Concernant les permissions (techniques) demandées à l’utilisateur par le système d’exploitation (pop-ups pour accéder à la géolocalisation, déclencher le micro, etc. vu plus haut), la CNIL indique qu’il est nécessaire de compléter l’information fournie par le système. En effet, il est impossible pour le système d’exploitation de connaitre la finalité d’accès à une ressource. De plus, rappelons que l’éditeur devra souvent ajouter à l’information fournie à l’utilisateur le caractère obligatoire ou facultatif de chaque traitement et les conséquences du refus.

En résumé, lors de la construction du storyboard d’une application il est recommandé à l’éditeur de prévoir a minima :

  • Pour l’onboarding de l’utilisateur :
    • Une page d’information « niveau 1 » des traitements de données (une page d’information résumée), renvoyant à une page d’information « niveau 2 » des traitements de données (une politique de confidentialité) ;
    • Une page dédiée au(x) consentement(s) pour l’accès aux ressources et informations du terminal ne nécessitant pas une permission technique par le système d’exploitation (par exemple, selon le système d’exploitation, les identifiants matériels ou générés).
  • Pour l’accès aux ressources et informations soumises à une permission du système d’exploitation (par exemple, le capteur de géolocalisation) : de tirer parti des possibilités de personnalisation des fenêtres de permissions du système pour éviter la création d’une page complémentaire de consentement.
  1. Maitriser l’appel aux tiers

a) Encadrer l’appel aux SDK et API tiers

Le développement d’applications implique l’utilisation répandue de SDK et API, qui permettent d’intégrer un outil existant à l’application, afin de ne pas avoir à le créer soi-même (par exemple, faire appel à l’API de Google Maps pour s’épargner la création d’une carte du monde). Les SDK et API étant susceptibles d’impliquer des traitements de données, l’éditeur doit impérativement encadrer leur intégration pour en garantir la conformité.

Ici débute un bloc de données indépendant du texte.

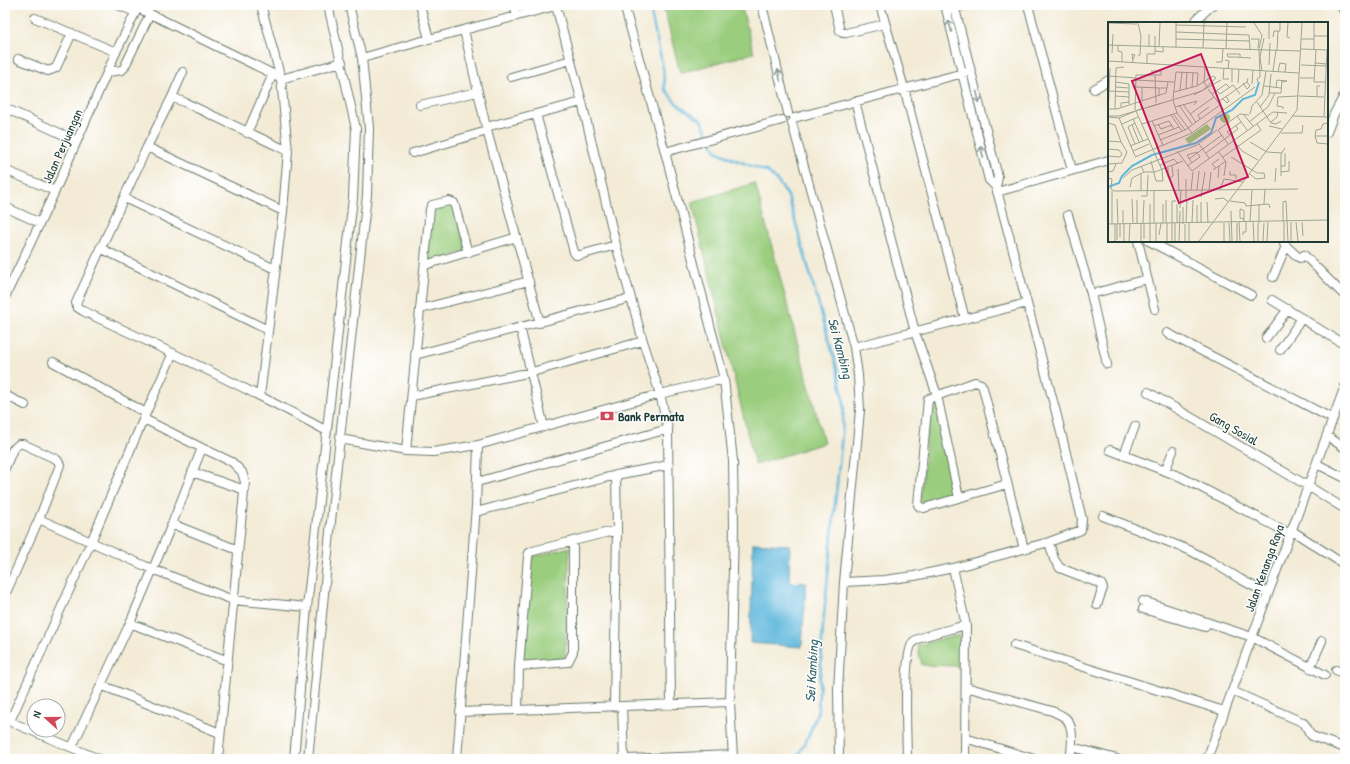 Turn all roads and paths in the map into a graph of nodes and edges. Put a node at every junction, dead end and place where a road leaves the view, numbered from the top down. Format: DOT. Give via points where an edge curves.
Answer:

Le premier réflexe à avoir est de comprendre le fonctionnement du SDK pour savoir si son utilisation requiert un consentement ou implique un traitement de données personnelles. Le second réflexe est de savoir pour qui le SDK traite les données. 3 situations sont possibles :

  • Le SDK traite des données pour le compte de l’éditeur: la sous-traitance du fournisseur de SDK pour le compte de l’éditeur doit être encadrée (conformément à l’article 28 du RGPD) ;
  • Le SDK traite des données pour le compte de l’éditeur et les réutilise pour son propre compte(un parallèle peut à nouveau être fait avec le cookie reCAPTCHA qui procède à de la mesure d’audience pour le compte de Google) : une autorisation doit être délivré par l’éditeur au fournisseur de SDK. La CNIL rappelle et souligne dans son projet de recommandation que ces traitements ultérieurs par le fournisseur de SDK doivent se conformer aux conditions de la réutilisation de données confiées par un responsable de traitement ;
  • Le SDK traite des données uniquement pour son propre compte (tel que certains cookies tiers dans l’environnement web) : un accord de responsabilité conjointe sur la collecte doit être prévu entre le fournisseur de SDK et l’éditeur (le fournisseur de SDK étant par la suite responsable distinct des traitements de statistiques, publicité, etc. qu’il effectue).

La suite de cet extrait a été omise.